[Saved data entries]
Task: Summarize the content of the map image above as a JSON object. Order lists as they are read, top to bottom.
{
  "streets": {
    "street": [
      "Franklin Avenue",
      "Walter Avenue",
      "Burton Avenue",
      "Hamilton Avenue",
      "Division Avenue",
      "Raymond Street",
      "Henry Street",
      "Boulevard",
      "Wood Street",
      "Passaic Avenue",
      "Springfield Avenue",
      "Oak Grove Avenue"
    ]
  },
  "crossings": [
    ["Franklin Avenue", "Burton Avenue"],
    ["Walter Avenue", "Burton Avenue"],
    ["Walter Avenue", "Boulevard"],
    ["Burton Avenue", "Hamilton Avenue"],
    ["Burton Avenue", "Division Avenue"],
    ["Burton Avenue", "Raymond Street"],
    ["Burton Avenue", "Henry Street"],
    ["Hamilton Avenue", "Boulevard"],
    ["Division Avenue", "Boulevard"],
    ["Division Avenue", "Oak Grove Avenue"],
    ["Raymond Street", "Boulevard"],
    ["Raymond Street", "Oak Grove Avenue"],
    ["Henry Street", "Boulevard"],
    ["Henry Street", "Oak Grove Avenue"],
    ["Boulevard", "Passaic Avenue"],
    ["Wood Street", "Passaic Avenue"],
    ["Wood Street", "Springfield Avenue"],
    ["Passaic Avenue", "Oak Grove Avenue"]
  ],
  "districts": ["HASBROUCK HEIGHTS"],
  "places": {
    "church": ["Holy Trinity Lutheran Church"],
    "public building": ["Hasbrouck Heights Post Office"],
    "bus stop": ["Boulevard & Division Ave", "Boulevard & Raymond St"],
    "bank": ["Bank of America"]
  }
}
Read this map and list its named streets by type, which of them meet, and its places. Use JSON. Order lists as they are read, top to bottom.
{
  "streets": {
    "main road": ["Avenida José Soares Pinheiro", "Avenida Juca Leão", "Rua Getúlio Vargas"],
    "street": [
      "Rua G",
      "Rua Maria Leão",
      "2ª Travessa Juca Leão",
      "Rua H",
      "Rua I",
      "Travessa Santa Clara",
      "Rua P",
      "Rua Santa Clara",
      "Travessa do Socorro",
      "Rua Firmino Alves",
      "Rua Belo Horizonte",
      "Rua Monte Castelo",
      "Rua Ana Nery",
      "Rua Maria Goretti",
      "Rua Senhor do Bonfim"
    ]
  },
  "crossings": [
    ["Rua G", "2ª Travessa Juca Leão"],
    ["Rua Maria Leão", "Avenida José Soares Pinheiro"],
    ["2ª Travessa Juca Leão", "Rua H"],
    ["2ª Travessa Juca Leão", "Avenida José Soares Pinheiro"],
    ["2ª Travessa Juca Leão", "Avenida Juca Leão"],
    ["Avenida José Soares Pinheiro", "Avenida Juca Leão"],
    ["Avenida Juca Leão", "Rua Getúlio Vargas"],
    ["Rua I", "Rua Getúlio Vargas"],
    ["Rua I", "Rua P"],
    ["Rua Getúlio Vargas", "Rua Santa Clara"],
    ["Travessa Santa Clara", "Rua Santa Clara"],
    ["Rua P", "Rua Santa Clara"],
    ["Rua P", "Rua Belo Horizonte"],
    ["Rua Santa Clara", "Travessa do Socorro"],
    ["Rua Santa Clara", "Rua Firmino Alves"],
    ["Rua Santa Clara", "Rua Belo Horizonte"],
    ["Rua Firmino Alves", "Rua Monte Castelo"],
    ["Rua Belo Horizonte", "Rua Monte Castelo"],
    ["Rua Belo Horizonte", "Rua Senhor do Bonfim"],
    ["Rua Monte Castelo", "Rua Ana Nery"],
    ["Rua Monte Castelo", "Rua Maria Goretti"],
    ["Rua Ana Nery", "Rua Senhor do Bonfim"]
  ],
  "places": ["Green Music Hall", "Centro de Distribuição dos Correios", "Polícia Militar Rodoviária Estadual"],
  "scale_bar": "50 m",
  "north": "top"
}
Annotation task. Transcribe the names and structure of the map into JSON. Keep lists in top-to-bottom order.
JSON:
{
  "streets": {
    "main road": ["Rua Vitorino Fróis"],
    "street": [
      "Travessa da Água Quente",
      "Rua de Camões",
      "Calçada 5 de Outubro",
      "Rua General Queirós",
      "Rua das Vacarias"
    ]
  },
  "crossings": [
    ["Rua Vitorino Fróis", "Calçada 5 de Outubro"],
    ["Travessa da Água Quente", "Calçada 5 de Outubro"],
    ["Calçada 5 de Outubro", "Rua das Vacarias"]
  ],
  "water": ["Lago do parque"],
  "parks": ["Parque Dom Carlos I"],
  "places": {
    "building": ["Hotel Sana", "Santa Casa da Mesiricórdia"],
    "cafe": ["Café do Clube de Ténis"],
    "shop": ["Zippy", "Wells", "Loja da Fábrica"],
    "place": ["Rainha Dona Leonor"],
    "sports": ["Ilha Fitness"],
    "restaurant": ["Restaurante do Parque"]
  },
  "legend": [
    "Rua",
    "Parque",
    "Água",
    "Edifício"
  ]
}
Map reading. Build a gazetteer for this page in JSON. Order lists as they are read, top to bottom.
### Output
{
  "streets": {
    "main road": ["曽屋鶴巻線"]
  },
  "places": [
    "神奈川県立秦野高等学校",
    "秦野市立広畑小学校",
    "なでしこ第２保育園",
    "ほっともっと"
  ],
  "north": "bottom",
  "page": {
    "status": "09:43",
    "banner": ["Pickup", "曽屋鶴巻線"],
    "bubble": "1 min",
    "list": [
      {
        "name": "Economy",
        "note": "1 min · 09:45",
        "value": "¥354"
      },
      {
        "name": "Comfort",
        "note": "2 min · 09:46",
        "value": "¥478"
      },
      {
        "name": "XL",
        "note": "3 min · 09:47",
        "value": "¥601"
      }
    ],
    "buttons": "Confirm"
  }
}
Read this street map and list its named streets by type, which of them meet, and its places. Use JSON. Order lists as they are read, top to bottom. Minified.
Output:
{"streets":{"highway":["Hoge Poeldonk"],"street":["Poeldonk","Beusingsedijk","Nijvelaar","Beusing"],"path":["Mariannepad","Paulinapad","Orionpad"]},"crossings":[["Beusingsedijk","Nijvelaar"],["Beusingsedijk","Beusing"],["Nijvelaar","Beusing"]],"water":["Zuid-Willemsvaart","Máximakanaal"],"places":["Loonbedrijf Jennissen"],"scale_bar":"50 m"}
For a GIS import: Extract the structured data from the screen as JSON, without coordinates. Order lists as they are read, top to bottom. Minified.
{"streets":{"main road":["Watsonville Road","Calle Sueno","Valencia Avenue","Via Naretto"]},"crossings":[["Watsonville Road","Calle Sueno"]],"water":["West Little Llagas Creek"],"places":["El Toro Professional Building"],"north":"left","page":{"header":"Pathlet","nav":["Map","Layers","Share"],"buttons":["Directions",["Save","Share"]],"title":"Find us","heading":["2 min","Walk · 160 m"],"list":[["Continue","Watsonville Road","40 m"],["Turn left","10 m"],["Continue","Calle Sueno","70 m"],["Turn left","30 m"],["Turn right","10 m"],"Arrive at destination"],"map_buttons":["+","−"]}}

[Work order]: Copy out only the lines above from the one with "Annotation task. Transcribe" to the one with "Map reading. Build", inclusive, exactly as they stand.

[Your response]:
Annotation task. Transcribe the names and structure of the map into JSON. Keep lists in top-to-bottom order.
JSON:
{
  "streets": {
    "main road": ["Rua Vitorino Fróis"],
    "street": [
      "Travessa da Água Quente",
      "Rua de Camões",
      "Calçada 5 de Outubro",
      "Rua General Queirós",
      "Rua das Vacarias"
    ]
  },
  "crossings": [
    ["Rua Vitorino Fróis", "Calçada 5 de Outubro"],
    ["Travessa da Água Quente", "Calçada 5 de Outubro"],
    ["Calçada 5 de Outubro", "Rua das Vacarias"]
  ],
  "water": ["Lago do parque"],
  "parks": ["Parque Dom Carlos I"],
  "places": {
    "building": ["Hotel Sana", "Santa Casa da Mesiricórdia"],
    "cafe": ["Café do Clube de Ténis"],
    "shop": ["Zippy", "Wells", "Loja da Fábrica"],
    "place": ["Rainha Dona Leonor"],
    "sports": ["Ilha Fitness"],
    "restaurant": ["Restaurante do Parque"]
  },
  "legend": [
    "Rua",
    "Parque",
    "Água",
    "Edifício"
  ]
}
Map reading. Build a gazetteer for this page in JSON. Order lists as they are read, top to bottom.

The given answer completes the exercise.